[Dataset records]
┄┄┄┄┄┄
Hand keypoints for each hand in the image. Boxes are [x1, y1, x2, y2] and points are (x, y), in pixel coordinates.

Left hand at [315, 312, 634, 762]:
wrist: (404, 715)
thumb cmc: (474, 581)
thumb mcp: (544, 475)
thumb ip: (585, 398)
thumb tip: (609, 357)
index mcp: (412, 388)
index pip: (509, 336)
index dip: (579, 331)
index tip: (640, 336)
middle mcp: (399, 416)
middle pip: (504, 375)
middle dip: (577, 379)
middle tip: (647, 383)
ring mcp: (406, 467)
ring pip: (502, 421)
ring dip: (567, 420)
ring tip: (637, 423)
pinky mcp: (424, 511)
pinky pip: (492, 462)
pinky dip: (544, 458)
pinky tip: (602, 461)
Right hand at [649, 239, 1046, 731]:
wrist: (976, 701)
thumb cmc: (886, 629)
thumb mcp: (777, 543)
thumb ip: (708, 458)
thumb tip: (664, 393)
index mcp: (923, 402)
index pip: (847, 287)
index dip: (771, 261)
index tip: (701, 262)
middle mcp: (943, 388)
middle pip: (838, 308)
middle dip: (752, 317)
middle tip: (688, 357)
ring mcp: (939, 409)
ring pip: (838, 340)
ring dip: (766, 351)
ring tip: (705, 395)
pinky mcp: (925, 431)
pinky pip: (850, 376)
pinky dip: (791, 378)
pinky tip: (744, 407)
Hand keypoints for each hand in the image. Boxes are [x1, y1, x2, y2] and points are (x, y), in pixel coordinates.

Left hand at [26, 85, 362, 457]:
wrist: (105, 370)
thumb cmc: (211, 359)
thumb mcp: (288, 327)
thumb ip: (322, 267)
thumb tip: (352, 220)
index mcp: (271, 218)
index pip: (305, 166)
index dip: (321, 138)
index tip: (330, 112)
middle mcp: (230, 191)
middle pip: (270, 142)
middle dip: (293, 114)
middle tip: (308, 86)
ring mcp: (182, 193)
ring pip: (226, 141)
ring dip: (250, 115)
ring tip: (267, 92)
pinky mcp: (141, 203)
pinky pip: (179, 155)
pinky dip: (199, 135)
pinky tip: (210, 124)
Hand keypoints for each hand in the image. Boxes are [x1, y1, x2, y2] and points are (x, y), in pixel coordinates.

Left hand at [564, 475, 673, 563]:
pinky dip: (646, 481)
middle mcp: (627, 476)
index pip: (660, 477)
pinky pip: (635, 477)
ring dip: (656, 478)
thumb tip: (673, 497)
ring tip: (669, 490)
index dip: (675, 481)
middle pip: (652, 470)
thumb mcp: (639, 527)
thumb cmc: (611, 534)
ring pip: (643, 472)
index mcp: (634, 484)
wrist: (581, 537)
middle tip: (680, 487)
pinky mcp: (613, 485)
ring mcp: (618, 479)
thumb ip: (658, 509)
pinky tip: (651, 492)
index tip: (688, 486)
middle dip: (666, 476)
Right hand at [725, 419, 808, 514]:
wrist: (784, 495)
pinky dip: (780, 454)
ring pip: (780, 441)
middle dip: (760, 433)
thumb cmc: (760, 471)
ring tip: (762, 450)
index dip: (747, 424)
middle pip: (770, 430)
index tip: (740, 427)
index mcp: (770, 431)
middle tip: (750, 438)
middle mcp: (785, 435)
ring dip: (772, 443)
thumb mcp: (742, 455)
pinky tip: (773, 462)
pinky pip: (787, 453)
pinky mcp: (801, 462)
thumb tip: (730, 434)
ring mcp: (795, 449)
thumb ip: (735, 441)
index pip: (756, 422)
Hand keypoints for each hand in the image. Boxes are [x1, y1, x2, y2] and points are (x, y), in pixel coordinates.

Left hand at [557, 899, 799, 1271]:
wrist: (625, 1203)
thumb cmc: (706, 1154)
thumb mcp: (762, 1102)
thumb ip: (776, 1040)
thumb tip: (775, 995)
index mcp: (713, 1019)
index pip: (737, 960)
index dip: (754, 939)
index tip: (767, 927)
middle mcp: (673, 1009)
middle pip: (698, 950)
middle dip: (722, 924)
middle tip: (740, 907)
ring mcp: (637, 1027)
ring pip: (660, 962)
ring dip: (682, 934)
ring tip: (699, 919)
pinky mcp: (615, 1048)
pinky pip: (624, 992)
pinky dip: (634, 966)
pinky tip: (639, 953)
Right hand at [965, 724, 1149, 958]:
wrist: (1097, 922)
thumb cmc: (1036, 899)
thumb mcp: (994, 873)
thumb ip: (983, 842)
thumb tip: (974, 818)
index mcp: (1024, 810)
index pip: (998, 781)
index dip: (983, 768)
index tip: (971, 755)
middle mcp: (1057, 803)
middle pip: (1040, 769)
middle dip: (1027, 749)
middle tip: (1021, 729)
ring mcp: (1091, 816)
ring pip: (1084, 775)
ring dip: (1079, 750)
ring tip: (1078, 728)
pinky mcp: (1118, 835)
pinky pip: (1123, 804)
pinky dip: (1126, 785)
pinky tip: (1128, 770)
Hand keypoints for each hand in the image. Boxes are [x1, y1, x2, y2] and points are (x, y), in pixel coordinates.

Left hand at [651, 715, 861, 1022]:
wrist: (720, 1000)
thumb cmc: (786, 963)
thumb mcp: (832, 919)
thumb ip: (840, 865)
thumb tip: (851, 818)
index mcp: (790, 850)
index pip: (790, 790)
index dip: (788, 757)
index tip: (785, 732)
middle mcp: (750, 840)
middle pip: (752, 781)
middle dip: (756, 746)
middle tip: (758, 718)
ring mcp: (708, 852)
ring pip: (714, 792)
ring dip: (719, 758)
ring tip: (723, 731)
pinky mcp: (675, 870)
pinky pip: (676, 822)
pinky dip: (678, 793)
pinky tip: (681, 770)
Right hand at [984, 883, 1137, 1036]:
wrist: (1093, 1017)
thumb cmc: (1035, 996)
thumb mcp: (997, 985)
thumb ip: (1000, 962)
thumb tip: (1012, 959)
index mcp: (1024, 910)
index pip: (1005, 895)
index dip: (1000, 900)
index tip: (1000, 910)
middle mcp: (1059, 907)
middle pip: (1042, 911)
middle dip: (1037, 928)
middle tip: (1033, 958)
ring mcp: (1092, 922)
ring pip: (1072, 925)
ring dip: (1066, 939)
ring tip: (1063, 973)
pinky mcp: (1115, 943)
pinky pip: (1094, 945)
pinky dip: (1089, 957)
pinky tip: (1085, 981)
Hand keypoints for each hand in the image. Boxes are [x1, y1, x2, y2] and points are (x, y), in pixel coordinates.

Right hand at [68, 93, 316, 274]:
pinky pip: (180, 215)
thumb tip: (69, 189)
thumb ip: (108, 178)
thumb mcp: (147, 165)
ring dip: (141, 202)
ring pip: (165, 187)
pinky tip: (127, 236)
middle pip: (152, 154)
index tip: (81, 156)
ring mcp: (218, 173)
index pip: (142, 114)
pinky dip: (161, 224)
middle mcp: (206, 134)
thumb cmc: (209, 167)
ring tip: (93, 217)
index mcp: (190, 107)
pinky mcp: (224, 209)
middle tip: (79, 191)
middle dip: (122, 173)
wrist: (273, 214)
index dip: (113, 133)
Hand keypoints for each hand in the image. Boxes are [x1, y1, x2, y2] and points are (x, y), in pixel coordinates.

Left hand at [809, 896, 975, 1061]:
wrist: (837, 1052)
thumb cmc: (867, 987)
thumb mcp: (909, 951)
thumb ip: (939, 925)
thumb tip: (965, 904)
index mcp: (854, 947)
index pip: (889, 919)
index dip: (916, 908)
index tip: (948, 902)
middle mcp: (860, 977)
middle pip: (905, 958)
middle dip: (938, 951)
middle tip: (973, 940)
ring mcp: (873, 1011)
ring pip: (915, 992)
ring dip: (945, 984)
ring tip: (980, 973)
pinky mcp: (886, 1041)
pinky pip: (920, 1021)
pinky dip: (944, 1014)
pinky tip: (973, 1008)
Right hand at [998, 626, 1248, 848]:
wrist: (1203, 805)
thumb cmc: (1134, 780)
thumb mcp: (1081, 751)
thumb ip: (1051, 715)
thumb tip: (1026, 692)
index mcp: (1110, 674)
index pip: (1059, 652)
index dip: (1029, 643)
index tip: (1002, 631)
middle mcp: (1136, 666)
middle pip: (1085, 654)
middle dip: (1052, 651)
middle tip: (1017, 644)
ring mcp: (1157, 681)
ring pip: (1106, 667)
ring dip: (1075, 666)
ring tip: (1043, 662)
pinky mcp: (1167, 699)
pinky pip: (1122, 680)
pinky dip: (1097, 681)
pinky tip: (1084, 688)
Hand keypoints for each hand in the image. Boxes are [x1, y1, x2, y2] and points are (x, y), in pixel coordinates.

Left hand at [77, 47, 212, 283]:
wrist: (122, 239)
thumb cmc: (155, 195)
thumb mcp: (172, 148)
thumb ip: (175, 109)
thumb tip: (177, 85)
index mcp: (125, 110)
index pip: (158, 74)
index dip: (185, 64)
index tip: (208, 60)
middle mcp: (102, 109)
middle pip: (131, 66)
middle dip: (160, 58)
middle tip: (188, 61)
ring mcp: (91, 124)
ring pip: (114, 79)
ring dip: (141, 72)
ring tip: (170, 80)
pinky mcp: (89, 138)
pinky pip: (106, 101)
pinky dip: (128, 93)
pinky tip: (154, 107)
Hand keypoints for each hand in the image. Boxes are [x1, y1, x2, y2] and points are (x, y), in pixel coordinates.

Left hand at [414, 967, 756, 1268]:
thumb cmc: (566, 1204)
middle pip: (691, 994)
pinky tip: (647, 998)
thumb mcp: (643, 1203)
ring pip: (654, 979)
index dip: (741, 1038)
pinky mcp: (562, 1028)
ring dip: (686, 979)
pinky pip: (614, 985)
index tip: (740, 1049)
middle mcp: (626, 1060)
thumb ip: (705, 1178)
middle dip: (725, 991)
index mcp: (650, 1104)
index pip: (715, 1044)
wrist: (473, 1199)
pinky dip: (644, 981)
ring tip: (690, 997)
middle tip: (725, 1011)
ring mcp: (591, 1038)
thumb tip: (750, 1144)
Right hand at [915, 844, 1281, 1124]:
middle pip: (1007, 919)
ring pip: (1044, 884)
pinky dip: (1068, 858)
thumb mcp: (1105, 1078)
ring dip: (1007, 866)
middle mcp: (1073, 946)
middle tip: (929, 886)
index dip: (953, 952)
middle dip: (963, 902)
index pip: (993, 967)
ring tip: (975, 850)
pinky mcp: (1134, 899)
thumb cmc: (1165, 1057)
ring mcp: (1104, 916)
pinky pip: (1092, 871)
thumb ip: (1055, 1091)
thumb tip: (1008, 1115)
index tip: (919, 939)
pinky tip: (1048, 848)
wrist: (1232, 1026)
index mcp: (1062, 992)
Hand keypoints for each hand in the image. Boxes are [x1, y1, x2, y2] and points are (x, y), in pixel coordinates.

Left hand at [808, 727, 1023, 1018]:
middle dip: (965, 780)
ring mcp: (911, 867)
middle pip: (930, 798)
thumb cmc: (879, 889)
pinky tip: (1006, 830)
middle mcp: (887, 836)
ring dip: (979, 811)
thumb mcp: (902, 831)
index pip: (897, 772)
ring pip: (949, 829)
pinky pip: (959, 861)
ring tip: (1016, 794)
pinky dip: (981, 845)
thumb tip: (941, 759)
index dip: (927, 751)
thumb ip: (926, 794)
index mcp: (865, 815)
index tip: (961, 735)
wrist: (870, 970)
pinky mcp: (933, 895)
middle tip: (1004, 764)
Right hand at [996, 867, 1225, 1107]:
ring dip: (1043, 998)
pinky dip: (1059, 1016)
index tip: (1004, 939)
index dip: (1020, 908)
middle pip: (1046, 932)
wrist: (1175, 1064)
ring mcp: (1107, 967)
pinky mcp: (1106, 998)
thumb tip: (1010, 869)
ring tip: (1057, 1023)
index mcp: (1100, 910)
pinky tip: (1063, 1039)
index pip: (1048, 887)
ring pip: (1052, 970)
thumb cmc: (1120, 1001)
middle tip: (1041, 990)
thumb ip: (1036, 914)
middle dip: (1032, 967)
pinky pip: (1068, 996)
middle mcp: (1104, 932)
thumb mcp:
┄┄┄┄┄┄
Given the records above, restate word for word only the lines starting at the one with "ring pip: (780, 441)" and ending at the one with "index dip: (754, 939)".

[Exercise response]:
ring pip: (780, 441)
middle dip: (760, 433)
thumb cmc: (760, 471)
ring tip: (762, 450)
index dip: (747, 424)
middle pip: (770, 430)
index tip: (740, 427)
index mcp: (770, 431)
middle tip: (750, 438)
middle mcp: (785, 435)
ring dip: (772, 443)
thumb mcp: (742, 455)
pinky tip: (773, 462)
pinky pip: (787, 453)
pinky mcp: (801, 462)
thumb tip: (730, 434)
ring mcp: (795, 449)
thumb ip: (735, 441)
index pip: (756, 422)
Hand keypoints for each hand in the image. Boxes are [x1, y1, x2, y2] and points are (x, y), in pixel coordinates.

Left hand at [557, 899, 799, 1271]:
wrist: (625, 1203)
thumb cmc: (706, 1154)
thumb mcp: (762, 1102)
thumb ip: (776, 1040)
thumb tip: (775, 995)
index mcp: (713, 1019)
index pip: (737, 960)
index dip: (754, 939)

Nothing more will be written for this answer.